Steve Jobs famously compared Macs and PCs to trucks and tablets to cars; I argued a few years later that desktop computers were the trucks, laptops were cars, and tablets were motorcycles. John Gruber responded, “Maybe, but I say give it a decade of slow, steady, incremental improvement in post-PC devices and software, a decade for people to gradually adjust their computing habits.” I think that’s probably true, but we have another seven years to go. And today, in 2016, I think about the one-port MacBook: it makes as much of a deliberate statement about when you shouldn’t use it as when you should. So does the iPad, and maybe that won’t change any time soon. Yes, I remember Phil Schiller’s description of the 9.7″ iPad Pro as “the ultimate PC replacement,” and perhaps it can replace a laptop for many people (like me). But Ford still makes trucks.
Now, it’s time to wrap up here and get back to some fiction planning. I can’t wait to have a good excuse to use the real Scrivener on the iPad.
There have been some great responses to this, both pro and con. A great one that’s not on Medium is from Benjamin Brooks, who indeed uses an iPad as his primary computer.

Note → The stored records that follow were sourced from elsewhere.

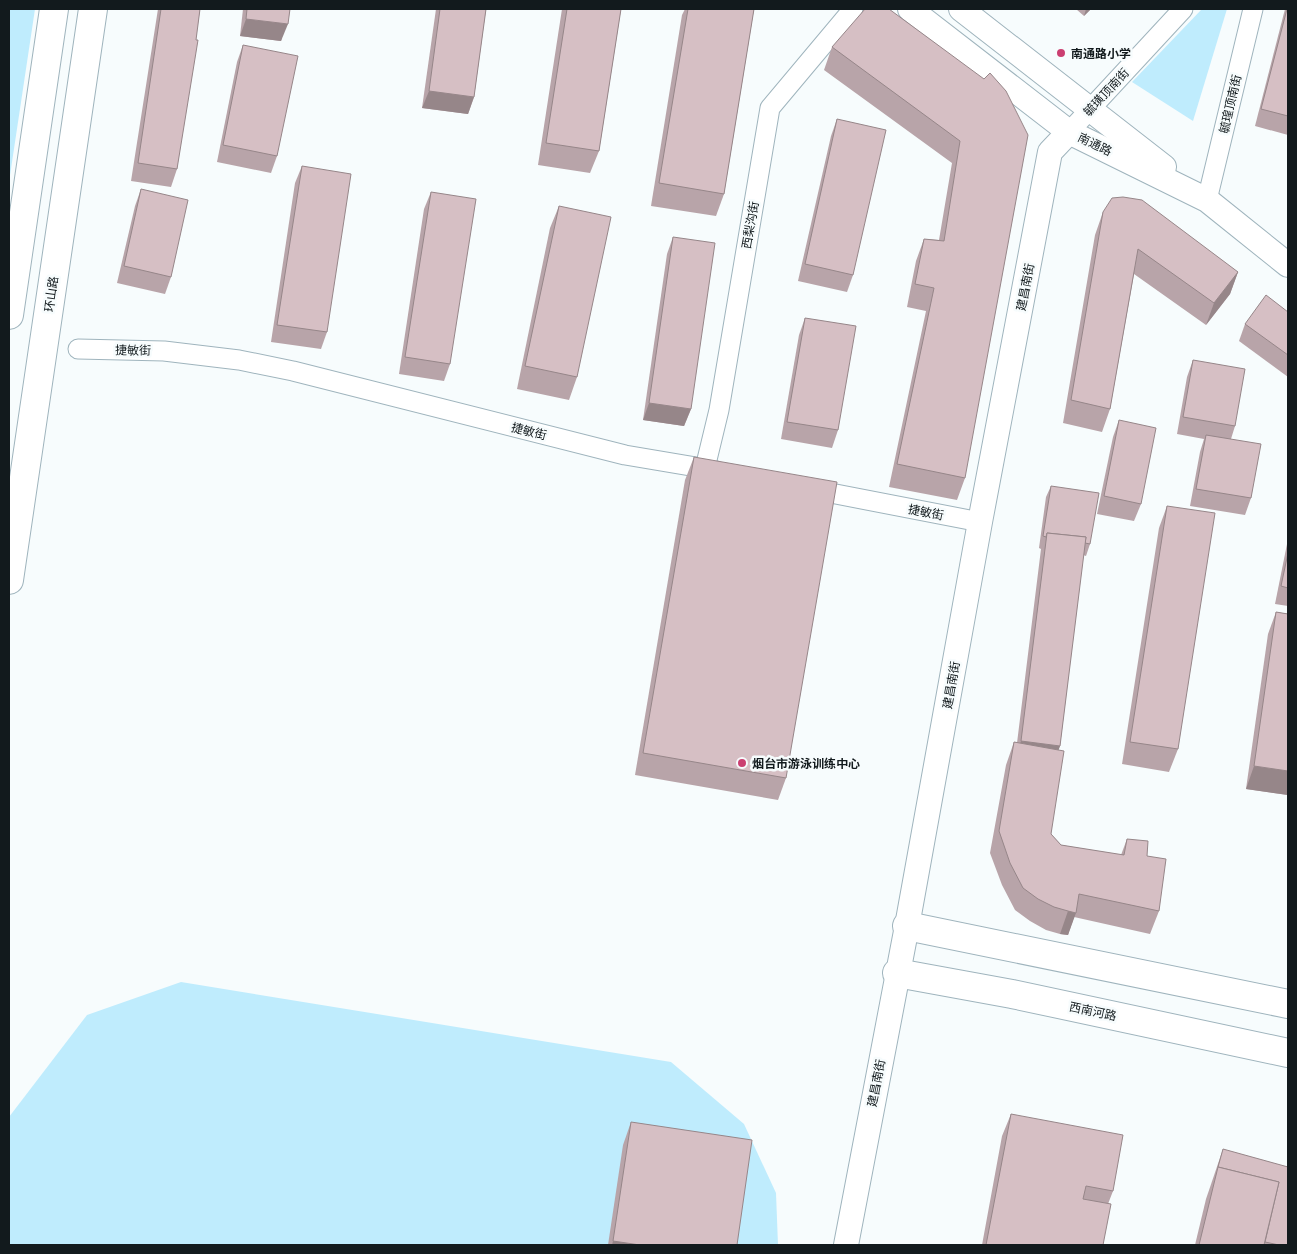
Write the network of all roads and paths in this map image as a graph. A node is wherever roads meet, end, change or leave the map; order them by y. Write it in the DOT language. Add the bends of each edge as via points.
graph roads {
  1 [pos="54,9"];
  2 [pos="93,9"];
  3 [pos="853,9"];
  4 [pos="910,9"];
  5 [pos="962,9"];
  6 [pos="1183,9"];
  7 [pos="1253,9"];
  8 [pos="1090,110"];
  9 [pos="1069,132"];
  10 [pos="1208,200"];
  11 [pos="1288,265"];
  12 [pos="9,315"];
  13 [pos="78,349"];
  14 [pos="705,468"];
  15 [pos="734,474"];
  16 [pos="790,485"];
  17 [pos="980,522"];
  18 [pos="9,580"];
  19 [pos="907,926"];
  20 [pos="897,973"];
  21 [pos="1288,1004"];
  22 [pos="1288,1053"];
  23 [pos="846,1245"];
  1 -- 12 [label="main road"];
  2 -- 18 [label="main road, 环山路"];
  3 -- 14 [label="street, 西梨沟街" via="770,108 719,410"];
  4 -- 9 [label="street, 南通路"];
  5 -- 8 [label="street"];
  6 -- 8 [label="street, 毓璜顶南街"];
  7 -- 10 [label="street, 毓瑝顶南街"];
  8 -- 9 [label="street, 毓璜顶南街"];
  8 -- 10 [label="street"];
  9 -- 10 [label="street, 南通路"];
  9 -- 17 [label="street, 建昌南街" via="1050,152"];
  10 -- 11 [label="street, 南通路"];
  13 -- 14 [label="street, 捷敏街" via="164,351 239,360 625,455"];
  14 -- 15 [label="street, 捷敏街"];
  16 -- 17 [label="street, 捷敏街"];
  17 -- 19 [label="street, 建昌南街"];
  19 -- 20 [label="street, 建昌南街"];
  19 -- 21 [label="main road"];
  20 -- 22 [label="main road, 西南河路"];
  20 -- 23 [label="street, 建昌南街"];
}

Addendum, January 2018: while I’m flattered this piece still garners reads, I confess a certain level of irritation with Linux users who react to this as if it were a hit piece. You get that this piece is about the iPad, not Linux, right? There is literally one paragraph about Linux, and apparently one phrase that keeps burning people’s buns: suggesting those who run Linux on the desktop (or go iPad-only) do so because “they like the challenge.” OMG this Watts dude thinks Linux is difficult to use! He must never have used modern Linux! He has no idea what he’s talking about! OUTRAGE!
In fact, I have used modern Linux distributions, both desktop and server. (I’ve also run FreeBSD on both, although that experience is quite out of date now.) Yes, I get that you no longer have to edit Xfree86 modelines, and that installing and configuring Linux now is not like it was twenty years ago. But it is a challenge to go outside the mainstream and be forced to do things with new software and new UX paradigms, and depending on what you need to do, those differences can make your tasks difficult. They may not make your tasks difficult. But you are not all people. Okay? Okay.
And, sure: some people find Linux way easier to use in all possible respects that Windows or macOS. I’m pretty sure I’ve heard from all of them by now, and I’m sorry I made both of you angry.
(As for how iOS 11 changes things for the iPad-only crowd, that might be for a future article.)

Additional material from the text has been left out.